### [WORK TASK]
Gather, from the data below, each line in which the word "Cross" occurs.

Saved data entries:
• • •
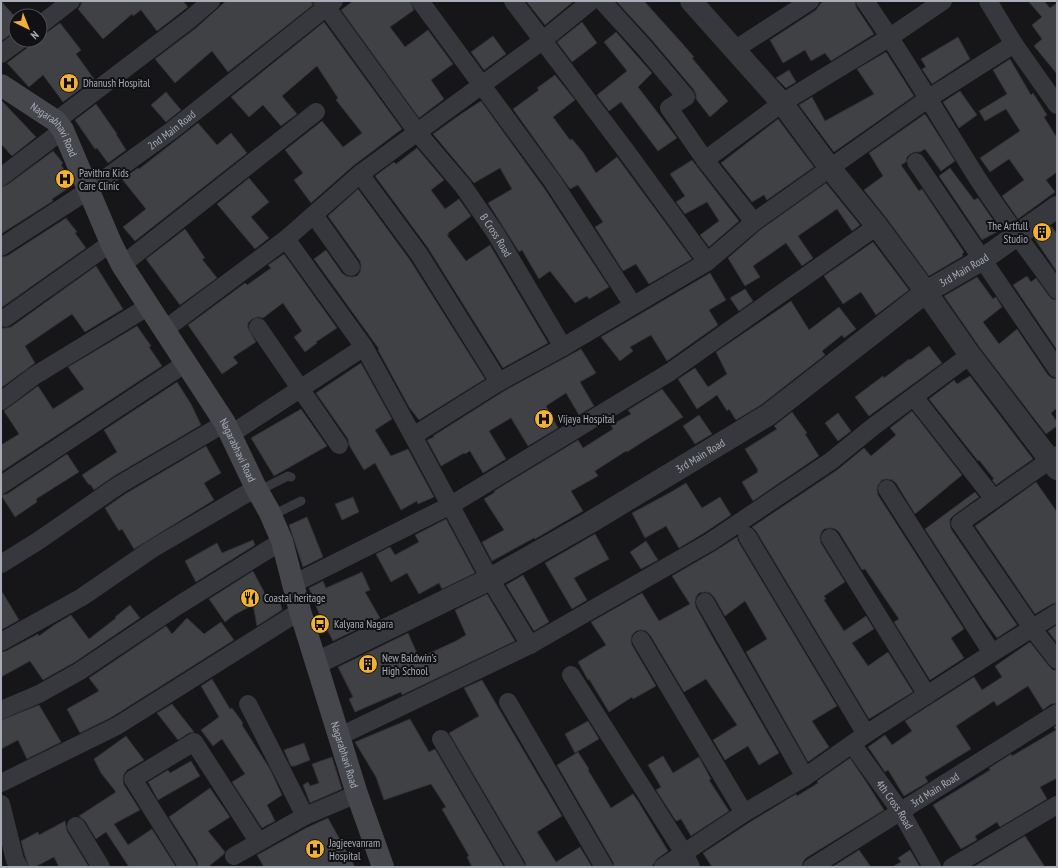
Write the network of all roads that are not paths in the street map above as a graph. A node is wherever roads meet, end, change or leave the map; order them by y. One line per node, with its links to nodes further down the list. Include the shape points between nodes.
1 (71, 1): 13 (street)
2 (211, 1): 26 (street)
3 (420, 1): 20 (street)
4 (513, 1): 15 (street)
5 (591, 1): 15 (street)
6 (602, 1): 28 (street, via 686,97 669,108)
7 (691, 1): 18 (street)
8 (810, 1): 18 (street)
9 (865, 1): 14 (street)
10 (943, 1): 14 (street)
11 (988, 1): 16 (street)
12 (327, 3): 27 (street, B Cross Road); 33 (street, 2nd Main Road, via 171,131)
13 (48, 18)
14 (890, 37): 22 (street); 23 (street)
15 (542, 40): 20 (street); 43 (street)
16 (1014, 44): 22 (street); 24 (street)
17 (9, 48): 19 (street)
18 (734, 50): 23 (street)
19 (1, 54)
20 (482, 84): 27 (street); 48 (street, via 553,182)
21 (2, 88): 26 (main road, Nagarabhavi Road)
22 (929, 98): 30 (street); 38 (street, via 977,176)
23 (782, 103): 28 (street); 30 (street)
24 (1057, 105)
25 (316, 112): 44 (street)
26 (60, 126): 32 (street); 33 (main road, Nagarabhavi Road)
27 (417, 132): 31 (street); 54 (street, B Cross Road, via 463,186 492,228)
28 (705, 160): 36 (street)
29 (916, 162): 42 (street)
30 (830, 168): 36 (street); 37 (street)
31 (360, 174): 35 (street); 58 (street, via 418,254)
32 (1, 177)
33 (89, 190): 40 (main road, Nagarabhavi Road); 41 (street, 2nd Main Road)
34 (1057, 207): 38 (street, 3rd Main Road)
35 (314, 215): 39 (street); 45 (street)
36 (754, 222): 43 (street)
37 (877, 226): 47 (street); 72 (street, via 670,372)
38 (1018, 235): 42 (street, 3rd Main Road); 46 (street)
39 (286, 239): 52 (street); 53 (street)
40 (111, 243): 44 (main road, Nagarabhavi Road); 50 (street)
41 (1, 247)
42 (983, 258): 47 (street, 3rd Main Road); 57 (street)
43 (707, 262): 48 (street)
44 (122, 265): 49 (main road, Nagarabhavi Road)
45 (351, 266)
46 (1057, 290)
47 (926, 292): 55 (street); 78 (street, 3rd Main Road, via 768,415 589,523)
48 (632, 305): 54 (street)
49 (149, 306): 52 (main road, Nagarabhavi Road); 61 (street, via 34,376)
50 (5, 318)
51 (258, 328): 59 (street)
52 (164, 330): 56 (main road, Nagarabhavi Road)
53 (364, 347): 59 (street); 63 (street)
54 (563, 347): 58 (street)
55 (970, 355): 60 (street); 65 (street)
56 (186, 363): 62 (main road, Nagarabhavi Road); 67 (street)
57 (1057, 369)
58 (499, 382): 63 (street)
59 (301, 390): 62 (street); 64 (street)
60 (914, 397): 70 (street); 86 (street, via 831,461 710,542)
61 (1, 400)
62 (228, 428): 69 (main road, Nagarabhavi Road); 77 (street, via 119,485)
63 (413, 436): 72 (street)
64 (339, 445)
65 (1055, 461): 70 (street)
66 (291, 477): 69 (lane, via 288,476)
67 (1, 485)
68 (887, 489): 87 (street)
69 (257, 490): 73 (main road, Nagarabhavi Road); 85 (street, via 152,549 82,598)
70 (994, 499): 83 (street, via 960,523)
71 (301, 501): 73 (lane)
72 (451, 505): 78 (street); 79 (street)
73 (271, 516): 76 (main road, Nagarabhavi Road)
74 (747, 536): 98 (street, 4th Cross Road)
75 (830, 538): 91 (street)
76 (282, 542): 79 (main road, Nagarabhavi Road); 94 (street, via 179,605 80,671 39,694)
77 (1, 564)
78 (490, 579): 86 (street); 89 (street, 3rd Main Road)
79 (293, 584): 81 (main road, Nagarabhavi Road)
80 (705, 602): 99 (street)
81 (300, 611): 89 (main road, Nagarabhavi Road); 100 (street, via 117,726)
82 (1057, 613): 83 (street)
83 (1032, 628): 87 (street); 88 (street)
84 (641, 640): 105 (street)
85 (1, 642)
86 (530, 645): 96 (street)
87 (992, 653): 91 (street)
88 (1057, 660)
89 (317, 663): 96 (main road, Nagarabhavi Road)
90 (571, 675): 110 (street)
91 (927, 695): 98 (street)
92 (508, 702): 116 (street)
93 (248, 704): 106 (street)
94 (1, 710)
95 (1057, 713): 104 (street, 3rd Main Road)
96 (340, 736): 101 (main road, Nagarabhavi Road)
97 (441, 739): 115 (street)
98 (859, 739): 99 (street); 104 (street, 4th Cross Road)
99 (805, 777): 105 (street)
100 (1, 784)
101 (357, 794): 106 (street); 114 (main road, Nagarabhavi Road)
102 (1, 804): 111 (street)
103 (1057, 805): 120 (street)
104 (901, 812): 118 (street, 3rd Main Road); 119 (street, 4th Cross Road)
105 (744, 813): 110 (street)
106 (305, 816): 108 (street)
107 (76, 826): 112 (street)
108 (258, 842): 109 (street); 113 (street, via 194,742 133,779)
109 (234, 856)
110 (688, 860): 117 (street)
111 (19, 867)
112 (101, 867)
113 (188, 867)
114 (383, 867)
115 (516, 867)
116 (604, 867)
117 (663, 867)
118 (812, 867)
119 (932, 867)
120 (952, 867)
• • •
### [ANSWER SECTION]
12 (327, 3): 27 (street, B Cross Road); 33 (street, 2nd Main Road, via 171,131)
27 (417, 132): 31 (street); 54 (street, B Cross Road, via 463,186 492,228)
74 (747, 536): 98 (street, 4th Cross Road)
98 (859, 739): 99 (street); 104 (street, 4th Cross Road)
104 (901, 812): 118 (street, 3rd Main Road); 119 (street, 4th Cross Road)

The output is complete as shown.